__THE PROBLEM__: Give the count of lines in the entries that include "Grivell", and write nothing besides it.

[[ THE RECORDS, beginning ]]

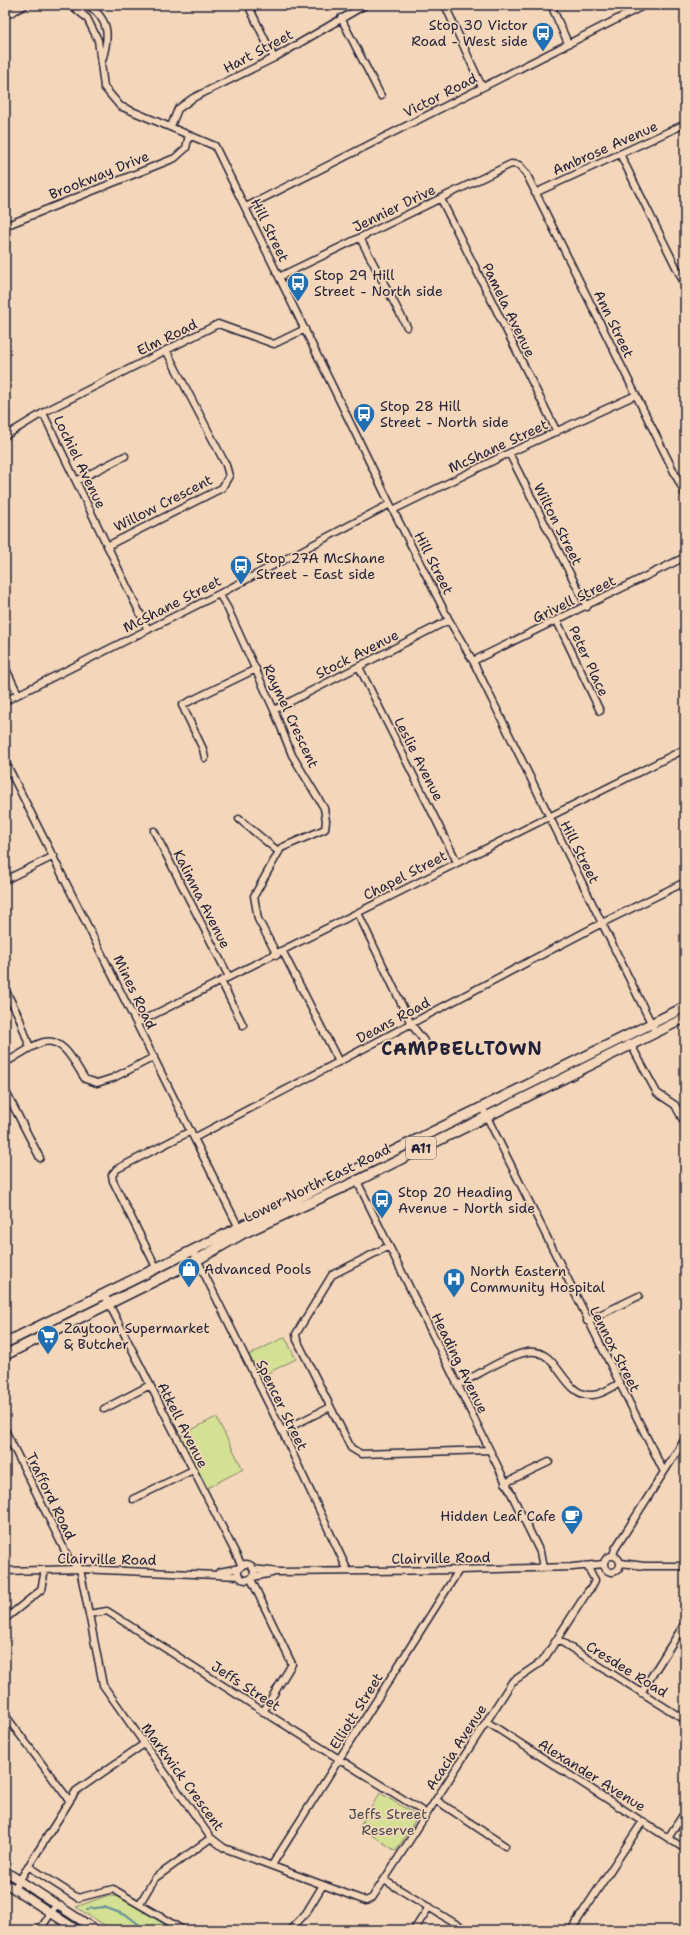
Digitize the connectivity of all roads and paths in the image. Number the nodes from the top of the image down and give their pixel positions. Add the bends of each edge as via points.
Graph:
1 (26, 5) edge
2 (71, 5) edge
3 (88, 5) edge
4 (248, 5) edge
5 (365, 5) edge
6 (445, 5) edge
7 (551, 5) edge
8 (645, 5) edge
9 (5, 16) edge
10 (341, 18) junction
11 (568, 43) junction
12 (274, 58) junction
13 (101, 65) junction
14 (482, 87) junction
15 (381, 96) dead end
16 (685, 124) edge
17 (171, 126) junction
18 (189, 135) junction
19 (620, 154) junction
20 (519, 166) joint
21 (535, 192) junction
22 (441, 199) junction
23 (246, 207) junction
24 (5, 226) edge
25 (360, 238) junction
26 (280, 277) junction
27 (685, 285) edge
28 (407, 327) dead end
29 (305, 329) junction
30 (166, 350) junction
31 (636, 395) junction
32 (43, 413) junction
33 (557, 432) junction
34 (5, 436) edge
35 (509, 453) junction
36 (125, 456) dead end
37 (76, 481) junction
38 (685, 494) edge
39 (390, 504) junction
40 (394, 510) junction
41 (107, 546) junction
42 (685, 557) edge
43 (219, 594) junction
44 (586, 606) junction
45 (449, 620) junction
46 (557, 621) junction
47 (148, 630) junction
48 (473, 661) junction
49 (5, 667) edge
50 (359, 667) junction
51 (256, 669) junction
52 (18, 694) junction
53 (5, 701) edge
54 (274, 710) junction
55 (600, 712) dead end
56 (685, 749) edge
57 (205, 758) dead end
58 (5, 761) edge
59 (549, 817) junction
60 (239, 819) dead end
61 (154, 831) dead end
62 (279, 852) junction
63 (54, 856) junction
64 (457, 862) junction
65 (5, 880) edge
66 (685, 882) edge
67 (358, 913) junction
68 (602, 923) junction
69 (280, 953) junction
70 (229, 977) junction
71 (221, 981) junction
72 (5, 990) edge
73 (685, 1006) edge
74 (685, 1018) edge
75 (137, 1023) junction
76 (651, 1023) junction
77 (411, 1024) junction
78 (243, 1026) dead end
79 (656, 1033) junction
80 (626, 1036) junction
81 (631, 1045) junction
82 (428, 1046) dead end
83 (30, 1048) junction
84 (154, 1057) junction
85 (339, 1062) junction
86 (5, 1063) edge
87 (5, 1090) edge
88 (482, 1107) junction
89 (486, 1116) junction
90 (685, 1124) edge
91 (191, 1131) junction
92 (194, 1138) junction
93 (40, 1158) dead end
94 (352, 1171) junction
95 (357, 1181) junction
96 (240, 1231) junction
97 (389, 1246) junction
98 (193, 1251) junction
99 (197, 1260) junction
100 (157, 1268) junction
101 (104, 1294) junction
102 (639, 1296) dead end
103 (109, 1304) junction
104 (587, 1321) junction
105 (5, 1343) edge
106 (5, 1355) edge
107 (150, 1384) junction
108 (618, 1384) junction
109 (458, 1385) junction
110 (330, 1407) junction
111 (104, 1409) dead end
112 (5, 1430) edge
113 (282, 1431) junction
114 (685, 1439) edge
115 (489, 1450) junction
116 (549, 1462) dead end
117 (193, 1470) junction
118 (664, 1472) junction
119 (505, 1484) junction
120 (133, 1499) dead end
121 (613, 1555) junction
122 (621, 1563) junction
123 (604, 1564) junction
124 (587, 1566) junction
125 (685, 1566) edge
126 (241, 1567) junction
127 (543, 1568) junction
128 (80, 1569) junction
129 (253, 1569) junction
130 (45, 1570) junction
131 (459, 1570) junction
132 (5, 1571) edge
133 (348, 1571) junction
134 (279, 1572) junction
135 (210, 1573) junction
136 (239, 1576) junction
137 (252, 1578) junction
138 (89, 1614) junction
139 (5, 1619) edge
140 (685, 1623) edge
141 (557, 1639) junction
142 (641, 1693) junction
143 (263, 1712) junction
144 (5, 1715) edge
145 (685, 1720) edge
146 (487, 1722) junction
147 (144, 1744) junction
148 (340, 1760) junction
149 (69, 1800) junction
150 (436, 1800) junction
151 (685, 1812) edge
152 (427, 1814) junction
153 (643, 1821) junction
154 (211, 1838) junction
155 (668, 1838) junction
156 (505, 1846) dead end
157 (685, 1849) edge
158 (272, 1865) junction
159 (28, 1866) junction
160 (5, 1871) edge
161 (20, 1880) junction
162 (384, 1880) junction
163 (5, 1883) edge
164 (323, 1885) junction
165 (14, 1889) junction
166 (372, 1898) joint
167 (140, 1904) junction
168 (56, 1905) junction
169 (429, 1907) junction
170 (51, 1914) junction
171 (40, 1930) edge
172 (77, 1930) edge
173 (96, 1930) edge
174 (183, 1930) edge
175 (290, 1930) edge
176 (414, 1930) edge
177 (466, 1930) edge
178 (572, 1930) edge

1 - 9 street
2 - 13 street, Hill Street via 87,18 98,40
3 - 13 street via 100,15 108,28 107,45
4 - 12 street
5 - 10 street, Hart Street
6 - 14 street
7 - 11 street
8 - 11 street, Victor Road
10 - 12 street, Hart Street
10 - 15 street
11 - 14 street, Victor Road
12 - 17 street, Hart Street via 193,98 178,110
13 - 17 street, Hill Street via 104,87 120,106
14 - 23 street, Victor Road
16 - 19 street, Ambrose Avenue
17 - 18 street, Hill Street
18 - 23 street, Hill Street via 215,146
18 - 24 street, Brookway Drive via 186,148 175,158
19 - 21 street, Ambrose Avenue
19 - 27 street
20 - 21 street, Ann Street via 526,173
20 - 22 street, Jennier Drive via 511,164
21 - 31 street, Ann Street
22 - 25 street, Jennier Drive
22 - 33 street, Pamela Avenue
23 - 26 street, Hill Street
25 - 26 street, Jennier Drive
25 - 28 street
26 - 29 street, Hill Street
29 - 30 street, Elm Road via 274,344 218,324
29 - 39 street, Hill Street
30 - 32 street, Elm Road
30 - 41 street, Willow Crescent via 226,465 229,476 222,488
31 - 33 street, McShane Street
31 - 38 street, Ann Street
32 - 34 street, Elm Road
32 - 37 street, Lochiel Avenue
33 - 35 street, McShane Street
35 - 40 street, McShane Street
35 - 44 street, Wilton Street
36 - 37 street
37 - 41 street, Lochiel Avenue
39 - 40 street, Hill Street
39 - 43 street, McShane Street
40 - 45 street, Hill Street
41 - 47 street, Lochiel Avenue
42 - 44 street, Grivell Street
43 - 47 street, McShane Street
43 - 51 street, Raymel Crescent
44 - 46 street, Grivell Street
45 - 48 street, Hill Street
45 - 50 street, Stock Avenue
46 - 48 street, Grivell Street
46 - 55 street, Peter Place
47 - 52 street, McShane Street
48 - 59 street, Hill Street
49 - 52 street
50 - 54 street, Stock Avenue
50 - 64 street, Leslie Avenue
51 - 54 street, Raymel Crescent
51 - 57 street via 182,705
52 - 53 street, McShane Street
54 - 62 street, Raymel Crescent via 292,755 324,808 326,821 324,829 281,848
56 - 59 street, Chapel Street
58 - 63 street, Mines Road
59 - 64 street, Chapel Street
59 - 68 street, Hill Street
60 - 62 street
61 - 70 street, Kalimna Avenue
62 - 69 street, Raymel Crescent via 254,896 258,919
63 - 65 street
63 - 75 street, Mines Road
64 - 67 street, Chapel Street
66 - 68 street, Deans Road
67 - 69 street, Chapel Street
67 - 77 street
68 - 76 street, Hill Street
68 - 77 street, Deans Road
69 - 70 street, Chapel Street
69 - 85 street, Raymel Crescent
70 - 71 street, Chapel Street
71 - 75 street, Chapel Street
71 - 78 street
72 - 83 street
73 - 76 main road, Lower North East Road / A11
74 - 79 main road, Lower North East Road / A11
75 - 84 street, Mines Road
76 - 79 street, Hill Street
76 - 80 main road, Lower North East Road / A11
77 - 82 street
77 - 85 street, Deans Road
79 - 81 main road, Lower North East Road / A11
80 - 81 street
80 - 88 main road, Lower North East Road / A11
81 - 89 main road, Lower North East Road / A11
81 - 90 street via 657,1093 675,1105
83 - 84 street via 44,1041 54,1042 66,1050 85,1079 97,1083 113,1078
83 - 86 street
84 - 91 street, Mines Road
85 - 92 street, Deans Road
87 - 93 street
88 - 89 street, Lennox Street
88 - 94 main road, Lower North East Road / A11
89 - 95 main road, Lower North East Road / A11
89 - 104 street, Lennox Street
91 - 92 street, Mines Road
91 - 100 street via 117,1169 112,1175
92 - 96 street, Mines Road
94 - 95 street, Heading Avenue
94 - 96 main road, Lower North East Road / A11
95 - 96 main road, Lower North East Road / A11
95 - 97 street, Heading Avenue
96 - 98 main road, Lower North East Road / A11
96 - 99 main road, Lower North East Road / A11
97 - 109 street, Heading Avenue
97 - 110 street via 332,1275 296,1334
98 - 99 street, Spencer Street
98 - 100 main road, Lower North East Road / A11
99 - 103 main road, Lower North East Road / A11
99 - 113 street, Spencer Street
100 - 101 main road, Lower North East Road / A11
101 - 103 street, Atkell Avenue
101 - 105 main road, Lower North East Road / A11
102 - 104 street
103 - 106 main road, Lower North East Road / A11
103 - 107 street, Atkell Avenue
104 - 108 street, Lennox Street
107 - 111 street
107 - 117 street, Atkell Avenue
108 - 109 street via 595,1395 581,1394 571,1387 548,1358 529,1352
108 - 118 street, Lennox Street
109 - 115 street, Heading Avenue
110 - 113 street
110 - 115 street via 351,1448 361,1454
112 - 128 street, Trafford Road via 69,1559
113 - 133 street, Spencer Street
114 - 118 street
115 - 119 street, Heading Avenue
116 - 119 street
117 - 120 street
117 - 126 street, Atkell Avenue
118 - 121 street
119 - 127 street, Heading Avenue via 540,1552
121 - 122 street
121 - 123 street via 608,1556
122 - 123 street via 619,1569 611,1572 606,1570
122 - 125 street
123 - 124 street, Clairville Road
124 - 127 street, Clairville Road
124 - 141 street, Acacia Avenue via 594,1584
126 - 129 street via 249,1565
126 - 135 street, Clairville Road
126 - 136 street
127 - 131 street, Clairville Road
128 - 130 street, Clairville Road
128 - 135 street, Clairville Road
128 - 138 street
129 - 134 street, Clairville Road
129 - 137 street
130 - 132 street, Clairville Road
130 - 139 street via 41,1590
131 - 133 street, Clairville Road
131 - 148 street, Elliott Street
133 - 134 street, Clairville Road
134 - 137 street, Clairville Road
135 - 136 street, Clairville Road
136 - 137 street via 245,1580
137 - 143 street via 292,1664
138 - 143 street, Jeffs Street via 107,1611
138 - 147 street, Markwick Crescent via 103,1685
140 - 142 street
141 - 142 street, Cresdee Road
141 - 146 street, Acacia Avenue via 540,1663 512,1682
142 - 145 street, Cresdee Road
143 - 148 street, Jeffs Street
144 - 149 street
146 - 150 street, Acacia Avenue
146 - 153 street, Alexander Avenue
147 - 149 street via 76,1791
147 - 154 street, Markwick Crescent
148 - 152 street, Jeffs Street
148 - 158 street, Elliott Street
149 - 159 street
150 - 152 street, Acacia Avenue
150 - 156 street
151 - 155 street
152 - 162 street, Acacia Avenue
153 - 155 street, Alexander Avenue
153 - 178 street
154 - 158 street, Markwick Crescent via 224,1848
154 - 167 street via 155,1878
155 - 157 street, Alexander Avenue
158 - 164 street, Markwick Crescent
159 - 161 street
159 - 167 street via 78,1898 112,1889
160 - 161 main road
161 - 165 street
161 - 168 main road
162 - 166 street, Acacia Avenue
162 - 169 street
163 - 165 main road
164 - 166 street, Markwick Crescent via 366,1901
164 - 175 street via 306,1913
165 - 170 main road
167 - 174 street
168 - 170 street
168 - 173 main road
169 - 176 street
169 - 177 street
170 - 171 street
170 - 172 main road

[[ THE RECORDS, end ]]

__WORKED SOLUTION__: 3